** Saved data entries **
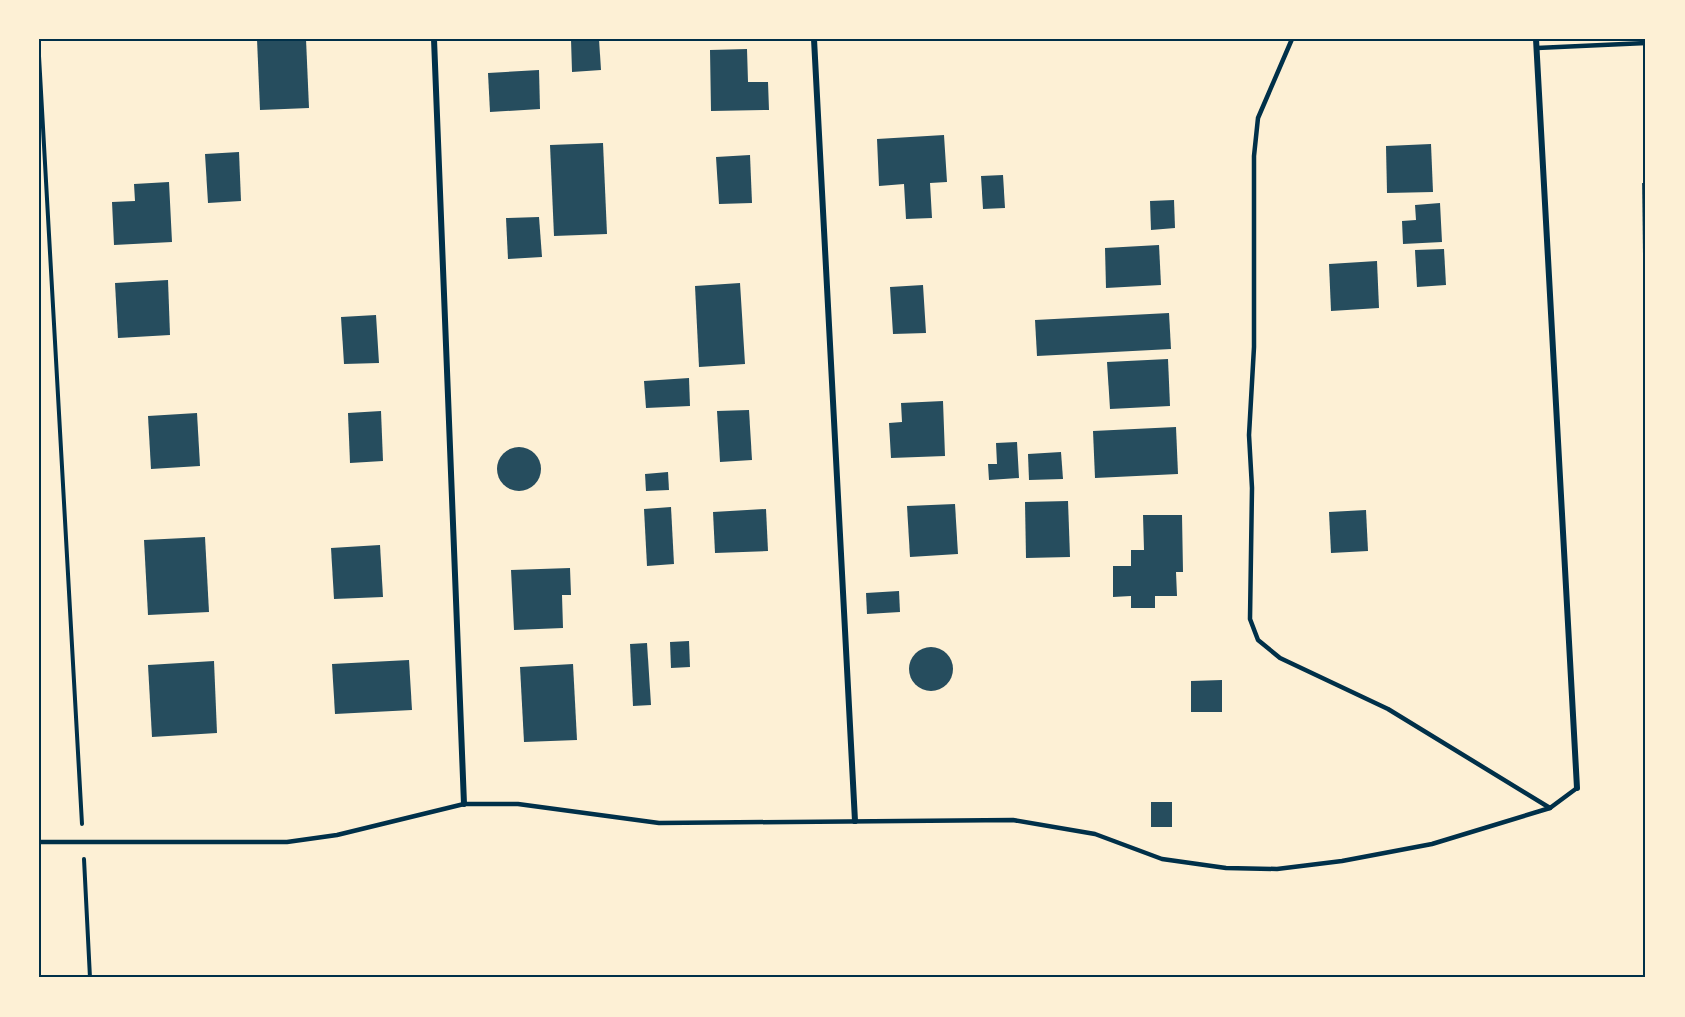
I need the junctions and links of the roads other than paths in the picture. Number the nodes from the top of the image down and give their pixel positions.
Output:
1 (434, 39) edge
2 (814, 39) edge
3 (1292, 39) edge
4 (1536, 39) edge
5 (1646, 42) edge
6 (1537, 48) junction
7 (1577, 788) joint
8 (464, 804) junction
9 (1550, 808) junction
10 (855, 821) junction
11 (39, 842) edge

1 - 8 street
2 - 10 street
3 - 9 lane
4 - 6 street
5 - 6 lane
6 - 7 street
7 - 9 lane
8 - 10 lane
8 - 11 lane
9 - 10 lane

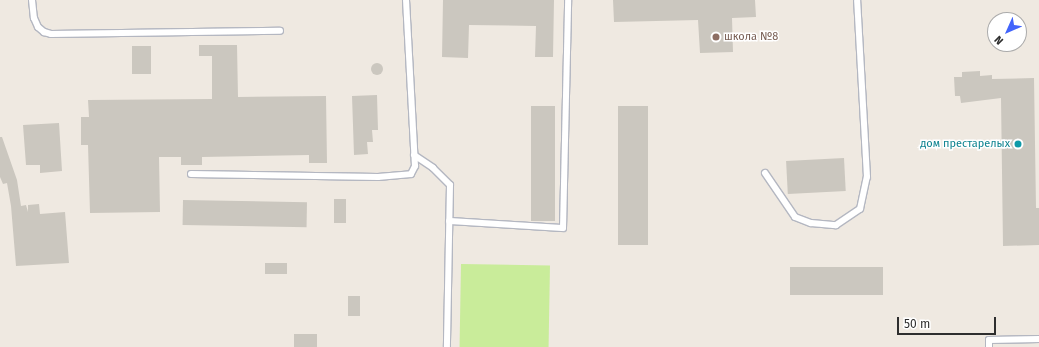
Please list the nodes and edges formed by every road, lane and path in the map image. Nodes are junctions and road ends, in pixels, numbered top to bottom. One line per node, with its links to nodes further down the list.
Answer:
1 (32, 0): 5 (lane)
2 (406, 0): 6 (lane)
3 (568, 0): 9 (lane)
4 (857, 0): 7 (lane)
5 (280, 31)
6 (414, 155): 8 (lane); 9 (lane)
7 (765, 173)
8 (191, 174)
9 (449, 221): 11 (lane)
10 (1039, 339): 12 (lane)
11 (447, 347)
12 (989, 347)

** Assignment **
Please output the records exactly, leaving the pictures out.

** Solution to this problem **
I need the junctions and links of the roads other than paths in the picture. Number the nodes from the top of the image down and give their pixel positions.
Output:
1 (434, 39) edge
2 (814, 39) edge
3 (1292, 39) edge
4 (1536, 39) edge
5 (1646, 42) edge
6 (1537, 48) junction
7 (1577, 788) joint
8 (464, 804) junction
9 (1550, 808) junction
10 (855, 821) junction
11 (39, 842) edge

1 - 8 street
2 - 10 street
3 - 9 lane
4 - 6 street
5 - 6 lane
6 - 7 street
7 - 9 lane
8 - 10 lane
8 - 11 lane
9 - 10 lane

Please list the nodes and edges formed by every road, lane and path in the map image. Nodes are junctions and road ends, in pixels, numbered top to bottom. One line per node, with its links to nodes further down the list.
Answer:
1 (32, 0): 5 (lane)
2 (406, 0): 6 (lane)
3 (568, 0): 9 (lane)
4 (857, 0): 7 (lane)
5 (280, 31)
6 (414, 155): 8 (lane); 9 (lane)
7 (765, 173)
8 (191, 174)
9 (449, 221): 11 (lane)
10 (1039, 339): 12 (lane)
11 (447, 347)
12 (989, 347)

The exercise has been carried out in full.